Sparked by this question and posted comments/answers, I came up with another question:
What features are available in Cell arrays that are not in Structures, and viceversa, in Octave?
I could gather the following:
In Cell arrays:
Can operate on full "columns" (fields in the structure lingo) at once.
In Structures:
Have named fields.

I think the best way to answer this, rather than address how they are similar, is to point out how they differ.
Also, since you seem to be drawing equivalents to (and perhaps confusing) concepts from other languages, it may be instructive to point out similarities to constructs from other popular languages, namely R and python.

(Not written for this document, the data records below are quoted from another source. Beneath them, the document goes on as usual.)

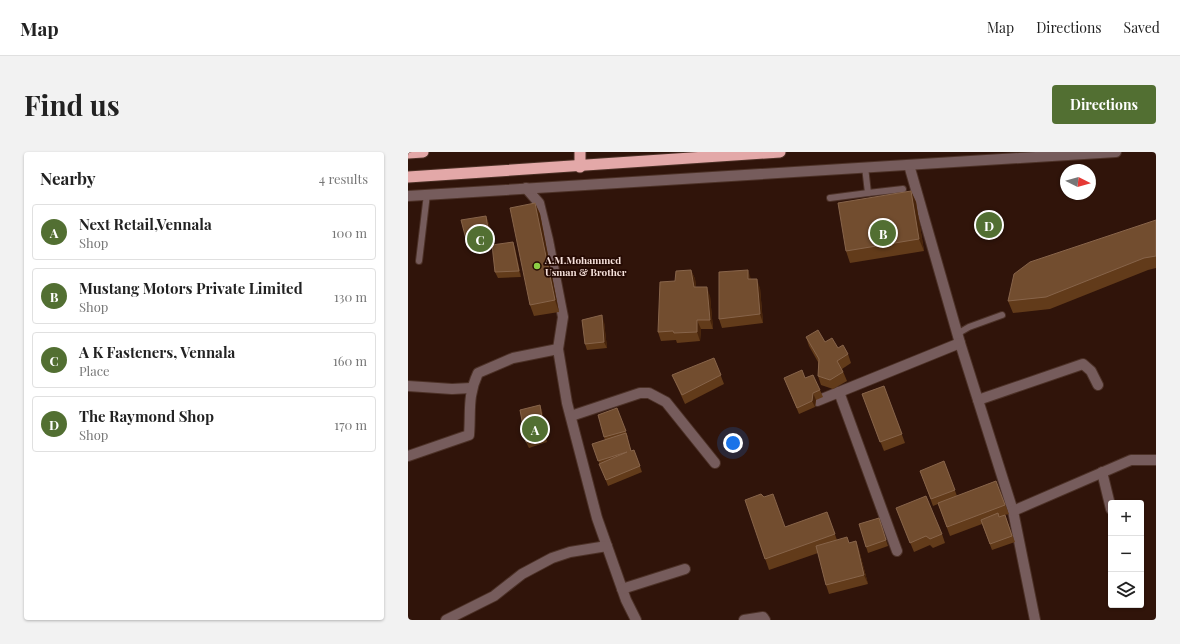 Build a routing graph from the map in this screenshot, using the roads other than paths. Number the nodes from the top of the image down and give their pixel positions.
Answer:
1 (423, 152) edge
2 (580, 152) edge
3 (780, 152) edge
4 (1116, 152) edge
5 (408, 153) edge
6 (909, 165) junction
7 (580, 167) junction
8 (865, 168) junction
9 (408, 178) edge
10 (526, 188) junction
11 (903, 189) dead end
12 (868, 193) junction
13 (427, 194) junction
14 (408, 196) edge
15 (830, 198) dead end
16 (419, 262) dead end
17 (1002, 315) dead end
18 (958, 338) junction
19 (558, 349) junction
20 (1098, 385) dead end
21 (408, 386) edge
22 (471, 388) junction
23 (838, 392) junction
24 (978, 400) junction
25 (818, 401) dead end
26 (571, 416) junction
27 (408, 456) edge
28 (1156, 460) edge
29 (715, 463) dead end
30 (1102, 472) junction
31 (1109, 500) edge
32 (1013, 511) junction
33 (607, 546) junction
34 (897, 551) dead end
35 (685, 569) dead end
36 (622, 589) junction
37 (446, 620) edge
38 (636, 620) edge
39 (744, 620) edge
40 (765, 620) edge
41 (1035, 620) edge

1 - 5 highway
2 - 7 highway
3 - 7 highway
4 - 6 street
6 - 8 street
6 - 18 street
7 - 9 highway
8 - 10 street
8 - 12 lane
10 - 13 street
10 - 19 street
11 - 12 lane
12 - 15 lane
13 - 14 street
13 - 16 lane
17 - 18 lane
18 - 23 street
18 - 24 street
19 - 22 street
19 - 26 street
20 - 24 street
21 - 22 street
22 - 27 street
23 - 25 street
23 - 34 street
24 - 32 street
26 - 29 street
26 - 33 street
28 - 30 street
30 - 31 street
30 - 32 street
32 - 41 street
33 - 36 street
33 - 37 street
35 - 36 street
36 - 38 street
39 - 40 street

In all the above languages, there exists the concept of
an "array": a rectangular collection of elements of the same type, which can be one or more dimensions, and typically guaranteed to occupy a contiguous area in memory
a "list": a collection of elements which can be of different types, does not have to be rectangular (i.e. can be 'jagged'), typically only 1D (but can be multidimensional, or contain nested lists), and its elements are not guaranteed to occupy a contiguous area in memory
a "dict": a collection of elements which are like a list, but augmented by the fact that they can be accessed by a 'key', rather than just by index.
a "table" (?): a horizontal concatenation of equal-sized columns, each identified by a 'column header'
Octave
In octave, the closest to the "array" concept is the 'object' array, (where 'object' could be anything, but is typically numerical) e,g, [1,2:3,4].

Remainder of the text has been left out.